Exercise aim: Please repeat, unchanged, the lines at the top of the listing below, ending with the one that has "width:22px; height:22px; translate:-50%".

Input for this task:
>>>

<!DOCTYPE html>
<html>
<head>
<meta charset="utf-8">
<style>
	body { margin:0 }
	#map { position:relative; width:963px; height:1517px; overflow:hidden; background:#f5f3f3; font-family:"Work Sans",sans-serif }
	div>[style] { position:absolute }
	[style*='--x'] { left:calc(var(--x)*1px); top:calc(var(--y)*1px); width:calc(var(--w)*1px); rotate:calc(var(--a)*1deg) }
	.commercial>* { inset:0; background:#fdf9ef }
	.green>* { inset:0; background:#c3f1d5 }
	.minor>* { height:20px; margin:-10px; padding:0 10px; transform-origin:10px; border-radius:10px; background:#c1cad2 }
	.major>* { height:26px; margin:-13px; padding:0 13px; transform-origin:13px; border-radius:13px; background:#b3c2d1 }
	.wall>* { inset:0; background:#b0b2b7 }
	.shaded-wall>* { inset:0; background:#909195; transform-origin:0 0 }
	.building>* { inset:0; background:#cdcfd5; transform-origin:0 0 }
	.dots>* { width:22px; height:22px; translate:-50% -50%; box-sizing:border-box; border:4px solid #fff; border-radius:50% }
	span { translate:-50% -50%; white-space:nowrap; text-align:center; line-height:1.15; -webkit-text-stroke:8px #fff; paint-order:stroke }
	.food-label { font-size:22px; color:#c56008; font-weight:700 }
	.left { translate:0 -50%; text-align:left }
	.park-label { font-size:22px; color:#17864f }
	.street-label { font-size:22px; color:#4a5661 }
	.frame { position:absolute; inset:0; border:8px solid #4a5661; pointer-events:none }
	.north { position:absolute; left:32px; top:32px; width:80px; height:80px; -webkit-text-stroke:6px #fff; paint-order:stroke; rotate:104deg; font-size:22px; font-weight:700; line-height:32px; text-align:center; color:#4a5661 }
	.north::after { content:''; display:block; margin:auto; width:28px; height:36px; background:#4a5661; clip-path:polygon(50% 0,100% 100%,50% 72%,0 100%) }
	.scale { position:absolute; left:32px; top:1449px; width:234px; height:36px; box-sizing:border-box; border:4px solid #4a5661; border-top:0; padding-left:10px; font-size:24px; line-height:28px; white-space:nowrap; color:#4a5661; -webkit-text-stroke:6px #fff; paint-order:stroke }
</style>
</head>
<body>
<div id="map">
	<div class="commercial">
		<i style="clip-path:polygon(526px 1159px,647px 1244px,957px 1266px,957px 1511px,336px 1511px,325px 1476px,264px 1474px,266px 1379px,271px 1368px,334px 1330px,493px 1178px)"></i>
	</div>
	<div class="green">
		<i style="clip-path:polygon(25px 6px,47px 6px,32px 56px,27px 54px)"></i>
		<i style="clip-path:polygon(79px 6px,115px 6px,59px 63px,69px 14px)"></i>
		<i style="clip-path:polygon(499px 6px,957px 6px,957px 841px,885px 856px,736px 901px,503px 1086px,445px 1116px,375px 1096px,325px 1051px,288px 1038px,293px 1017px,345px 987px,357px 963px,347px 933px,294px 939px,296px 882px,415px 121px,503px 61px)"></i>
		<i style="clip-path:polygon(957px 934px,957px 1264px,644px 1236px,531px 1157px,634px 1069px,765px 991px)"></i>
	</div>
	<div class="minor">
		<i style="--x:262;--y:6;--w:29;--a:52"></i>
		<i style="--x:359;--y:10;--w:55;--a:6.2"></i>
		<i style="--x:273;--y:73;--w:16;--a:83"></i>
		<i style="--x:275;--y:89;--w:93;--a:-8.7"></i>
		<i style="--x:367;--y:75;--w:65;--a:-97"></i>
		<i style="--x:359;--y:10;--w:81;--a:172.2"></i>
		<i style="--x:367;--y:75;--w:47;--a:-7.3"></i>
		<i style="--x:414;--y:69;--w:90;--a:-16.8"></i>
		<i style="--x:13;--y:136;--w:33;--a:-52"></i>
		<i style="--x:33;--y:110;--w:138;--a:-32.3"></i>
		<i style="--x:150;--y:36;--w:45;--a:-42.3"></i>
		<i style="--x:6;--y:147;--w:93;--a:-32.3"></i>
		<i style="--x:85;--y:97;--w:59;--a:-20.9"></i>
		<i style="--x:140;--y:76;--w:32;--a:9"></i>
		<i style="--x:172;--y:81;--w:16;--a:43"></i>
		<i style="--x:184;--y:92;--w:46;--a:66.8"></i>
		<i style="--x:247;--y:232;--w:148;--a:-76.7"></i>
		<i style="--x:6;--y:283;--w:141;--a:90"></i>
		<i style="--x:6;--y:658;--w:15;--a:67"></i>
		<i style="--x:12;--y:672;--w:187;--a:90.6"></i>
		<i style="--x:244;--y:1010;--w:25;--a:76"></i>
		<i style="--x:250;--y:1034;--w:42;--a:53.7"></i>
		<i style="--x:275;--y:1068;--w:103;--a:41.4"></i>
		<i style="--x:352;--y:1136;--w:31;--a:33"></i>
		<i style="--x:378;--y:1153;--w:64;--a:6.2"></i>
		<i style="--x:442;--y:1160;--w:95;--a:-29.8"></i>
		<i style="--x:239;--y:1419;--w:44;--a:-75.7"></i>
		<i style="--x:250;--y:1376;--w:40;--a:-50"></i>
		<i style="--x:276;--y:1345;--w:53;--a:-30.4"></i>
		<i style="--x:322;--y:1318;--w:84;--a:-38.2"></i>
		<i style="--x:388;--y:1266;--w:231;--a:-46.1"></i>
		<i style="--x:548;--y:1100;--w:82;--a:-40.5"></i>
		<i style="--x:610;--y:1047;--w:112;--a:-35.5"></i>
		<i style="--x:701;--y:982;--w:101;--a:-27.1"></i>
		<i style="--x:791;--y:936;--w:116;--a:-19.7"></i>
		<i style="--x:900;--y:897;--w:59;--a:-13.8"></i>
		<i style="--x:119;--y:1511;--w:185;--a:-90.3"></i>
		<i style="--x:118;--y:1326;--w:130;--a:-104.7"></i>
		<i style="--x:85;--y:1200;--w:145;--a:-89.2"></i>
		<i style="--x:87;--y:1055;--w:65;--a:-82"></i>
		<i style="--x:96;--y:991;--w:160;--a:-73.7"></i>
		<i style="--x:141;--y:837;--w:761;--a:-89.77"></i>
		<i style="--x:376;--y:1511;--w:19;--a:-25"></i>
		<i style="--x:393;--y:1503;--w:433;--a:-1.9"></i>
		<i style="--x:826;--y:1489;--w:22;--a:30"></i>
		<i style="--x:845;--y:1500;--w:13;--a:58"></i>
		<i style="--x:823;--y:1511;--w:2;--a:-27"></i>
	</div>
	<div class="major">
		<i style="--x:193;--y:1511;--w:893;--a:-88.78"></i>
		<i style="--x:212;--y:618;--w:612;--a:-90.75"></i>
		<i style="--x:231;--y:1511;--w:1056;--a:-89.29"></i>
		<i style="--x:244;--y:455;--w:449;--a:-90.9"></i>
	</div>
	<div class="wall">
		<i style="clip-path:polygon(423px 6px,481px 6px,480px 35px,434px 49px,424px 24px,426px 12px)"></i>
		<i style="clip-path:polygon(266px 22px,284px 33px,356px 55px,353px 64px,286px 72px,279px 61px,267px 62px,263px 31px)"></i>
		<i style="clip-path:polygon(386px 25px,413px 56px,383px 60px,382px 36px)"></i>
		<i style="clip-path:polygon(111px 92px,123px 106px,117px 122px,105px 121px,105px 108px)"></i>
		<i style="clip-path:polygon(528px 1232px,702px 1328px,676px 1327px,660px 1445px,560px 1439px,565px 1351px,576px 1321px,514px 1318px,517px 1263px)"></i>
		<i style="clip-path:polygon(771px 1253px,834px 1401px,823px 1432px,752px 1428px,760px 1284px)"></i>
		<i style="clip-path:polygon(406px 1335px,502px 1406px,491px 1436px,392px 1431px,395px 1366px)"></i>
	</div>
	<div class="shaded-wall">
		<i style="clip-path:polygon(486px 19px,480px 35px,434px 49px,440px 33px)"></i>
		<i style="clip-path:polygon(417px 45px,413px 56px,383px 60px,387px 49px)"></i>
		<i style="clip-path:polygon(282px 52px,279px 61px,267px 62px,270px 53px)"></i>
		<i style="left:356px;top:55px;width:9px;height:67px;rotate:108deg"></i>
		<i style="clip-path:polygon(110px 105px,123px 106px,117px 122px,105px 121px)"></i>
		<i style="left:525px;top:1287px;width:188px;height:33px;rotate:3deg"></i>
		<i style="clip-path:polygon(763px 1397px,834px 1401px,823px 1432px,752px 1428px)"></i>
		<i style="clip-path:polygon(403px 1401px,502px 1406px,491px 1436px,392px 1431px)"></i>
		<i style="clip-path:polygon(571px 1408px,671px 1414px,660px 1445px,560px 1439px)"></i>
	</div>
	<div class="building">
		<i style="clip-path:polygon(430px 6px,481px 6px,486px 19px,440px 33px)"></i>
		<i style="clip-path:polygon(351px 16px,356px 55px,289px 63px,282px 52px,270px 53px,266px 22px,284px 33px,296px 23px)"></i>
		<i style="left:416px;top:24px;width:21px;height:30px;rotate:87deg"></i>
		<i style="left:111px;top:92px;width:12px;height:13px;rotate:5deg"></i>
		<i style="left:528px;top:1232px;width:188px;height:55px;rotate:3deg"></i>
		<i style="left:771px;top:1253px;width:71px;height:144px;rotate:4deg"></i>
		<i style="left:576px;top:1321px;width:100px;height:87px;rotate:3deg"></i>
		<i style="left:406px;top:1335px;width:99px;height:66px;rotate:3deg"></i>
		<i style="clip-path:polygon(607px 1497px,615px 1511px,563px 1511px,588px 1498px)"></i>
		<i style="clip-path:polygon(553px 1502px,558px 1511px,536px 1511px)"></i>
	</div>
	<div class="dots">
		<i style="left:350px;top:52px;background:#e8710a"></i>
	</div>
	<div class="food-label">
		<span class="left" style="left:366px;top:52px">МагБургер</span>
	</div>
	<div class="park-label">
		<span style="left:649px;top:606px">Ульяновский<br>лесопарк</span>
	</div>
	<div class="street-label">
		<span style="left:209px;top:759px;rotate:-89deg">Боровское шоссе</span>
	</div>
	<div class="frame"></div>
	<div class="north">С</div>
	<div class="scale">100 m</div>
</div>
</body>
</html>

<<<

Answer to this task:
<!DOCTYPE html>
<html>
<head>
<meta charset="utf-8">
<style>
	body { margin:0 }
	#map { position:relative; width:963px; height:1517px; overflow:hidden; background:#f5f3f3; font-family:"Work Sans",sans-serif }
	div>[style] { position:absolute }
	[style*='--x'] { left:calc(var(--x)*1px); top:calc(var(--y)*1px); width:calc(var(--w)*1px); rotate:calc(var(--a)*1deg) }
	.commercial>* { inset:0; background:#fdf9ef }
	.green>* { inset:0; background:#c3f1d5 }
	.minor>* { height:20px; margin:-10px; padding:0 10px; transform-origin:10px; border-radius:10px; background:#c1cad2 }
	.major>* { height:26px; margin:-13px; padding:0 13px; transform-origin:13px; border-radius:13px; background:#b3c2d1 }
	.wall>* { inset:0; background:#b0b2b7 }
	.shaded-wall>* { inset:0; background:#909195; transform-origin:0 0 }
	.building>* { inset:0; background:#cdcfd5; transform-origin:0 0 }
	.dots>* { width:22px; height:22px; translate:-50% -50%; box-sizing:border-box; border:4px solid #fff; border-radius:50% }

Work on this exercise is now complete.